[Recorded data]
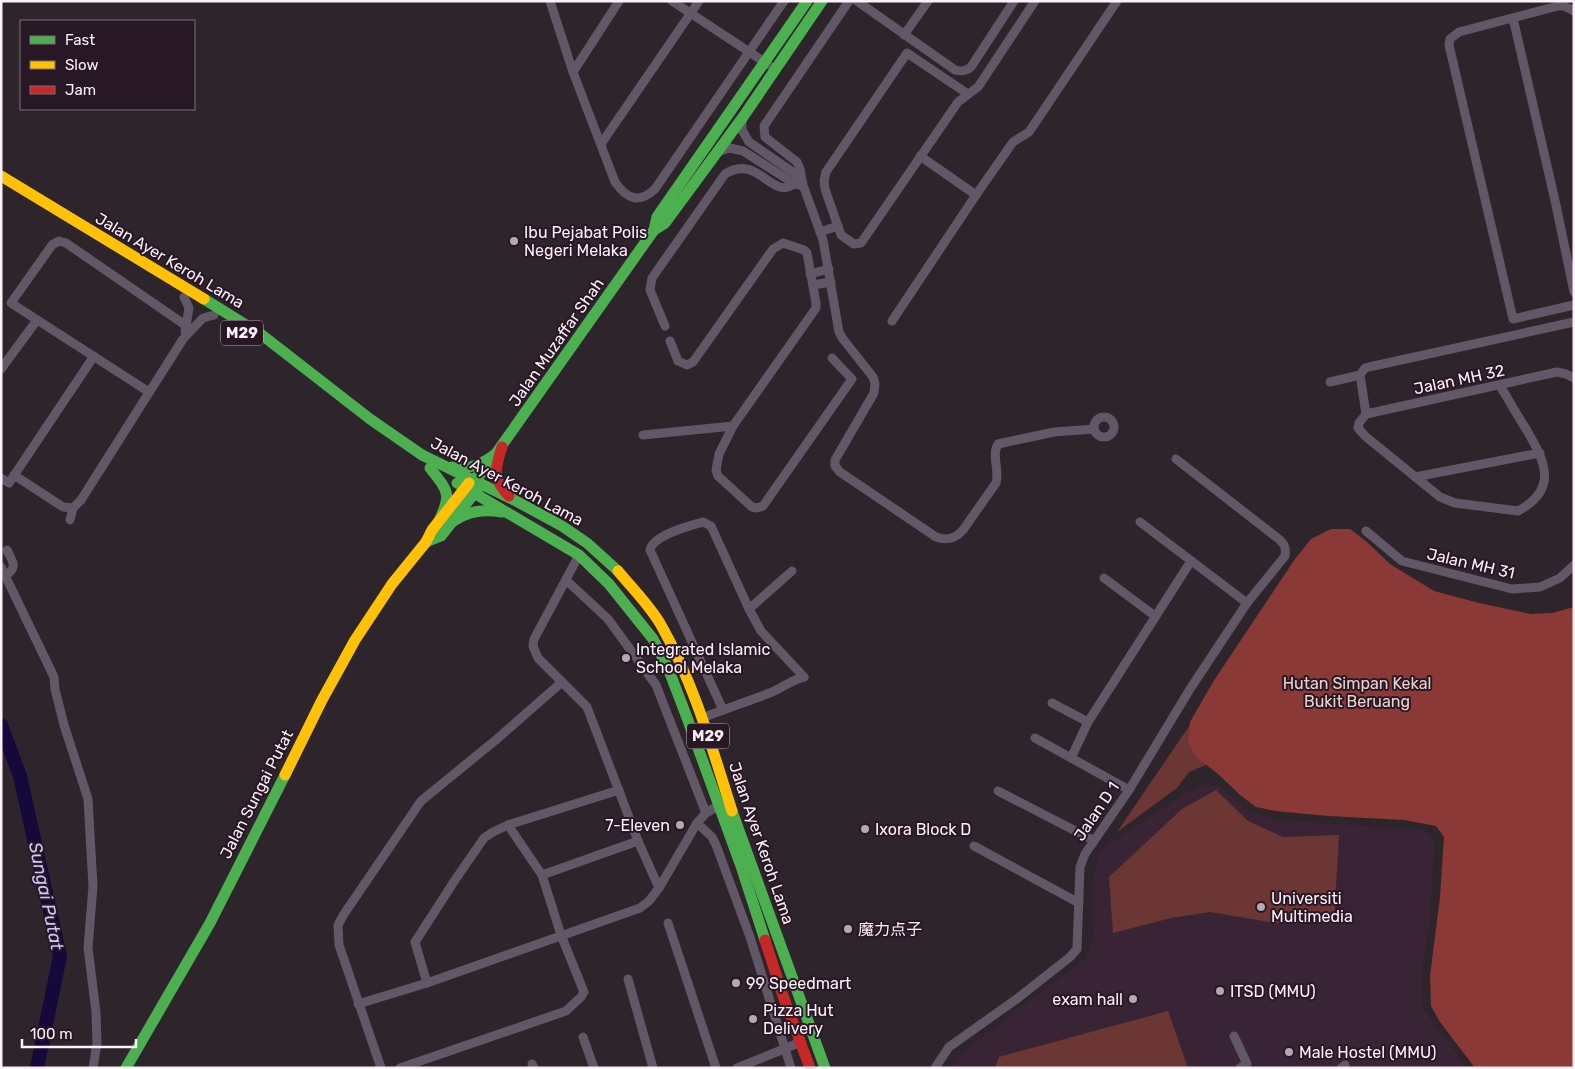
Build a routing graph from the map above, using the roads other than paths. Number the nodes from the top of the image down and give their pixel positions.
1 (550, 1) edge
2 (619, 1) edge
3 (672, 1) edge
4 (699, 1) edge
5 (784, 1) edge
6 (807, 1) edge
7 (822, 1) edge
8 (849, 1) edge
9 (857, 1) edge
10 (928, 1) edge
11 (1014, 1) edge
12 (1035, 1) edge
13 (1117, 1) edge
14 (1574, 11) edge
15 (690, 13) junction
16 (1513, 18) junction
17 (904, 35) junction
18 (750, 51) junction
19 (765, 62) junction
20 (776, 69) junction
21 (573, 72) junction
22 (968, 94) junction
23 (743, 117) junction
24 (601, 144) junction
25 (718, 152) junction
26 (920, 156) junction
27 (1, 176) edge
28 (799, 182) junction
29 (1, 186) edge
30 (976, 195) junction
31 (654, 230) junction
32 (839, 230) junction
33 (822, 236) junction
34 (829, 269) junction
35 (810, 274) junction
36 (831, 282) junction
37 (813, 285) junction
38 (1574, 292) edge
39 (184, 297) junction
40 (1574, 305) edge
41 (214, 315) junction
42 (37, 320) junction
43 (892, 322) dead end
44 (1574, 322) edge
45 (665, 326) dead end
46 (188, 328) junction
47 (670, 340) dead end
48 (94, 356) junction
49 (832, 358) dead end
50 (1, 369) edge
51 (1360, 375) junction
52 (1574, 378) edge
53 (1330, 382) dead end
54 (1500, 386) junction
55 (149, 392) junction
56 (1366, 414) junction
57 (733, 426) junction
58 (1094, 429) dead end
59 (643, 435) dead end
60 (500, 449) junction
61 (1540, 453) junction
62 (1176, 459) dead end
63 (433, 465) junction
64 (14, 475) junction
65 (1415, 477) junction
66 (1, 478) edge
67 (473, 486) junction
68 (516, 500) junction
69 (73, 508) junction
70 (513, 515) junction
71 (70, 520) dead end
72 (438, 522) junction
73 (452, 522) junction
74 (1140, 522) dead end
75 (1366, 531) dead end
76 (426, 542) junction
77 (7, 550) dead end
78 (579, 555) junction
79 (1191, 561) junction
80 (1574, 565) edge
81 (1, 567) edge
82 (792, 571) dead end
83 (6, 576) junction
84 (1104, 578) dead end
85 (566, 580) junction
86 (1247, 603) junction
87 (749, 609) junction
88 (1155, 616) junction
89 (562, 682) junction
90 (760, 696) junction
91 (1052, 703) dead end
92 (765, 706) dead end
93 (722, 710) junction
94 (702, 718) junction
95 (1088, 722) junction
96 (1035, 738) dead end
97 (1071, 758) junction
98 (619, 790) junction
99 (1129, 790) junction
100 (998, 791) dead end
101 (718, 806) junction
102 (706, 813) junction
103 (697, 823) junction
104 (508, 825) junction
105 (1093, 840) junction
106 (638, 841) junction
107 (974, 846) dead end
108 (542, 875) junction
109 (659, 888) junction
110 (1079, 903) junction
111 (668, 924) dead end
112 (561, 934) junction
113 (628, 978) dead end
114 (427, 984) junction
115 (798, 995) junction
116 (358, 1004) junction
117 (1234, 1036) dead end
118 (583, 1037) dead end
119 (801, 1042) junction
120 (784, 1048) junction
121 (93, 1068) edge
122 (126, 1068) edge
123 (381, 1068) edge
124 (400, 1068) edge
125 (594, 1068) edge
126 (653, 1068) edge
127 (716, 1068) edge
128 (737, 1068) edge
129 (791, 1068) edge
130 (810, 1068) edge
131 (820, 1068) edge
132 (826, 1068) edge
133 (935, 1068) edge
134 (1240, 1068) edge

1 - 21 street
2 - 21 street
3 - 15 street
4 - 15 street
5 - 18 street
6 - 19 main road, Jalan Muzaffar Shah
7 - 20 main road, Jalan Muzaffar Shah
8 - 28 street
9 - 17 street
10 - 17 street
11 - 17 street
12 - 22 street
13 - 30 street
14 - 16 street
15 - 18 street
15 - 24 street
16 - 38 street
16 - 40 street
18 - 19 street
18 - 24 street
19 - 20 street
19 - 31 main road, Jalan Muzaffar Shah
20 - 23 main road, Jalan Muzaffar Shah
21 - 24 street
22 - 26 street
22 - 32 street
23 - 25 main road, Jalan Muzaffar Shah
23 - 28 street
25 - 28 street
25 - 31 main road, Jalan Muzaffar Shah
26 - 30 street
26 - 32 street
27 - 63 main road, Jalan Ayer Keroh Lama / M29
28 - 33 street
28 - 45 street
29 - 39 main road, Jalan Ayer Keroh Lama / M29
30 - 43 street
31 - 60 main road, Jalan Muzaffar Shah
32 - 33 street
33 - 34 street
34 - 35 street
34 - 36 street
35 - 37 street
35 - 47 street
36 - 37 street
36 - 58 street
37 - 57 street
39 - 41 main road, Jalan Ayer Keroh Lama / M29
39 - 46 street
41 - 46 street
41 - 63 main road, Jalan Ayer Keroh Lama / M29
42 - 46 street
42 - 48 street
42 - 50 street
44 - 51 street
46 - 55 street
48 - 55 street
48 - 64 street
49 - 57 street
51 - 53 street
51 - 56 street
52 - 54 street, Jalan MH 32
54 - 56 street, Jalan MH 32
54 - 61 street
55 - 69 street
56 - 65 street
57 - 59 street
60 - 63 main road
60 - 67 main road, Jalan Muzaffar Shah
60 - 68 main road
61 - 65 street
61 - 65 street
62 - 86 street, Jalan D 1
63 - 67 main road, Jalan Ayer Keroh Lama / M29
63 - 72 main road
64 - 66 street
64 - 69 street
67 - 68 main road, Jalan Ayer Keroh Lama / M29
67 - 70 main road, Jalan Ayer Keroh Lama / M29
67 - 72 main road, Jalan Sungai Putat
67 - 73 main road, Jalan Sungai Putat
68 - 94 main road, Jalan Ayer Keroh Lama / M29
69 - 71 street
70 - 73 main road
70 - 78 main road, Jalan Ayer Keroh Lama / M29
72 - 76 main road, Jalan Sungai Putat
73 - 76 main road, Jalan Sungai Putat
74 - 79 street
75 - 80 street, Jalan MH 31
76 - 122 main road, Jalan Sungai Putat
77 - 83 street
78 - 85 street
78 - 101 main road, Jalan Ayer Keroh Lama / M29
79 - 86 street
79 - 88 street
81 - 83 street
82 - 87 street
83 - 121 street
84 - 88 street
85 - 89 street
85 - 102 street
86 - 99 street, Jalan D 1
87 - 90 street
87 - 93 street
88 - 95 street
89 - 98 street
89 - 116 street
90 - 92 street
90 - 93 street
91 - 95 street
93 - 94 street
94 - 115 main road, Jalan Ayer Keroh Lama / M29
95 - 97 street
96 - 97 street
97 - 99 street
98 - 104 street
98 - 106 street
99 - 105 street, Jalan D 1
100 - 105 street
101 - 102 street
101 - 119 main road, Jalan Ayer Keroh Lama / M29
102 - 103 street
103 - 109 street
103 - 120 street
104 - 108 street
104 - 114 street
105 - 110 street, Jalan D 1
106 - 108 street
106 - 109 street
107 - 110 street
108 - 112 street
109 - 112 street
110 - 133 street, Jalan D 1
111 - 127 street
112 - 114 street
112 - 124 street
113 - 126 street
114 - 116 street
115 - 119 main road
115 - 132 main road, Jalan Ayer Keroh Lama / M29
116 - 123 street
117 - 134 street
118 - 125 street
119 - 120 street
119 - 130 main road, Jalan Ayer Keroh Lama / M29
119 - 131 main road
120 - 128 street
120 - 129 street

▶ [WHAT THE TASK ASKS] Reproduce each line of the records exactly, and omit every picture.

▶ [FINAL ANSWER]
Build a routing graph from the map above, using the roads other than paths. Number the nodes from the top of the image down and give their pixel positions.
1 (550, 1) edge
2 (619, 1) edge
3 (672, 1) edge
4 (699, 1) edge
5 (784, 1) edge
6 (807, 1) edge
7 (822, 1) edge
8 (849, 1) edge
9 (857, 1) edge
10 (928, 1) edge
11 (1014, 1) edge
12 (1035, 1) edge
13 (1117, 1) edge
14 (1574, 11) edge
15 (690, 13) junction
16 (1513, 18) junction
17 (904, 35) junction
18 (750, 51) junction
19 (765, 62) junction
20 (776, 69) junction
21 (573, 72) junction
22 (968, 94) junction
23 (743, 117) junction
24 (601, 144) junction
25 (718, 152) junction
26 (920, 156) junction
27 (1, 176) edge
28 (799, 182) junction
29 (1, 186) edge
30 (976, 195) junction
31 (654, 230) junction
32 (839, 230) junction
33 (822, 236) junction
34 (829, 269) junction
35 (810, 274) junction
36 (831, 282) junction
37 (813, 285) junction
38 (1574, 292) edge
39 (184, 297) junction
40 (1574, 305) edge
41 (214, 315) junction
42 (37, 320) junction
43 (892, 322) dead end
44 (1574, 322) edge
45 (665, 326) dead end
46 (188, 328) junction
47 (670, 340) dead end
48 (94, 356) junction
49 (832, 358) dead end
50 (1, 369) edge
51 (1360, 375) junction
52 (1574, 378) edge
53 (1330, 382) dead end
54 (1500, 386) junction
55 (149, 392) junction
56 (1366, 414) junction
57 (733, 426) junction
58 (1094, 429) dead end
59 (643, 435) dead end
60 (500, 449) junction
61 (1540, 453) junction
62 (1176, 459) dead end
63 (433, 465) junction
64 (14, 475) junction
65 (1415, 477) junction
66 (1, 478) edge
67 (473, 486) junction
68 (516, 500) junction
69 (73, 508) junction
70 (513, 515) junction
71 (70, 520) dead end
72 (438, 522) junction
73 (452, 522) junction
74 (1140, 522) dead end
75 (1366, 531) dead end
76 (426, 542) junction
77 (7, 550) dead end
78 (579, 555) junction
79 (1191, 561) junction
80 (1574, 565) edge
81 (1, 567) edge
82 (792, 571) dead end
83 (6, 576) junction
84 (1104, 578) dead end
85 (566, 580) junction
86 (1247, 603) junction
87 (749, 609) junction
88 (1155, 616) junction
89 (562, 682) junction
90 (760, 696) junction
91 (1052, 703) dead end
92 (765, 706) dead end
93 (722, 710) junction
94 (702, 718) junction
95 (1088, 722) junction
96 (1035, 738) dead end
97 (1071, 758) junction
98 (619, 790) junction
99 (1129, 790) junction
100 (998, 791) dead end
101 (718, 806) junction
102 (706, 813) junction
103 (697, 823) junction
104 (508, 825) junction
105 (1093, 840) junction
106 (638, 841) junction
107 (974, 846) dead end
108 (542, 875) junction
109 (659, 888) junction
110 (1079, 903) junction
111 (668, 924) dead end
112 (561, 934) junction
113 (628, 978) dead end
114 (427, 984) junction
115 (798, 995) junction
116 (358, 1004) junction
117 (1234, 1036) dead end
118 (583, 1037) dead end
119 (801, 1042) junction
120 (784, 1048) junction
121 (93, 1068) edge
122 (126, 1068) edge
123 (381, 1068) edge
124 (400, 1068) edge
125 (594, 1068) edge
126 (653, 1068) edge
127 (716, 1068) edge
128 (737, 1068) edge
129 (791, 1068) edge
130 (810, 1068) edge
131 (820, 1068) edge
132 (826, 1068) edge
133 (935, 1068) edge
134 (1240, 1068) edge

1 - 21 street
2 - 21 street
3 - 15 street
4 - 15 street
5 - 18 street
6 - 19 main road, Jalan Muzaffar Shah
7 - 20 main road, Jalan Muzaffar Shah
8 - 28 street
9 - 17 street
10 - 17 street
11 - 17 street
12 - 22 street
13 - 30 street
14 - 16 street
15 - 18 street
15 - 24 street
16 - 38 street
16 - 40 street
18 - 19 street
18 - 24 street
19 - 20 street
19 - 31 main road, Jalan Muzaffar Shah
20 - 23 main road, Jalan Muzaffar Shah
21 - 24 street
22 - 26 street
22 - 32 street
23 - 25 main road, Jalan Muzaffar Shah
23 - 28 street
25 - 28 street
25 - 31 main road, Jalan Muzaffar Shah
26 - 30 street
26 - 32 street
27 - 63 main road, Jalan Ayer Keroh Lama / M29
28 - 33 street
28 - 45 street
29 - 39 main road, Jalan Ayer Keroh Lama / M29
30 - 43 street
31 - 60 main road, Jalan Muzaffar Shah
32 - 33 street
33 - 34 street
34 - 35 street
34 - 36 street
35 - 37 street
35 - 47 street
36 - 37 street
36 - 58 street
37 - 57 street
39 - 41 main road, Jalan Ayer Keroh Lama / M29
39 - 46 street
41 - 46 street
41 - 63 main road, Jalan Ayer Keroh Lama / M29
42 - 46 street
42 - 48 street
42 - 50 street
44 - 51 street
46 - 55 street
48 - 55 street
48 - 64 street
49 - 57 street
51 - 53 street
51 - 56 street
52 - 54 street, Jalan MH 32
54 - 56 street, Jalan MH 32
54 - 61 street
55 - 69 street
56 - 65 street
57 - 59 street
60 - 63 main road
60 - 67 main road, Jalan Muzaffar Shah
60 - 68 main road
61 - 65 street
61 - 65 street
62 - 86 street, Jalan D 1
63 - 67 main road, Jalan Ayer Keroh Lama / M29
63 - 72 main road
64 - 66 street
64 - 69 street
67 - 68 main road, Jalan Ayer Keroh Lama / M29
67 - 70 main road, Jalan Ayer Keroh Lama / M29
67 - 72 main road, Jalan Sungai Putat
67 - 73 main road, Jalan Sungai Putat
68 - 94 main road, Jalan Ayer Keroh Lama / M29
69 - 71 street
70 - 73 main road
70 - 78 main road, Jalan Ayer Keroh Lama / M29
72 - 76 main road, Jalan Sungai Putat
73 - 76 main road, Jalan Sungai Putat
74 - 79 street
75 - 80 street, Jalan MH 31
76 - 122 main road, Jalan Sungai Putat
77 - 83 street
78 - 85 street
78 - 101 main road, Jalan Ayer Keroh Lama / M29
79 - 86 street
79 - 88 street
81 - 83 street
82 - 87 street
83 - 121 street
84 - 88 street
85 - 89 street
85 - 102 street
86 - 99 street, Jalan D 1
87 - 90 street
87 - 93 street
88 - 95 street
89 - 98 street
89 - 116 street
90 - 92 street
90 - 93 street
91 - 95 street
93 - 94 street
94 - 115 main road, Jalan Ayer Keroh Lama / M29
95 - 97 street
96 - 97 street
97 - 99 street
98 - 104 street
98 - 106 street
99 - 105 street, Jalan D 1
100 - 105 street
101 - 102 street
101 - 119 main road, Jalan Ayer Keroh Lama / M29
102 - 103 street
103 - 109 street
103 - 120 street
104 - 108 street
104 - 114 street
105 - 110 street, Jalan D 1
106 - 108 street
106 - 109 street
107 - 110 street
108 - 112 street
109 - 112 street
110 - 133 street, Jalan D 1
111 - 127 street
112 - 114 street
112 - 124 street
113 - 126 street
114 - 116 street
115 - 119 main road
115 - 132 main road, Jalan Ayer Keroh Lama / M29
116 - 123 street
117 - 134 street
118 - 125 street
119 - 120 street
119 - 130 main road, Jalan Ayer Keroh Lama / M29
119 - 131 main road
120 - 128 street
120 - 129 street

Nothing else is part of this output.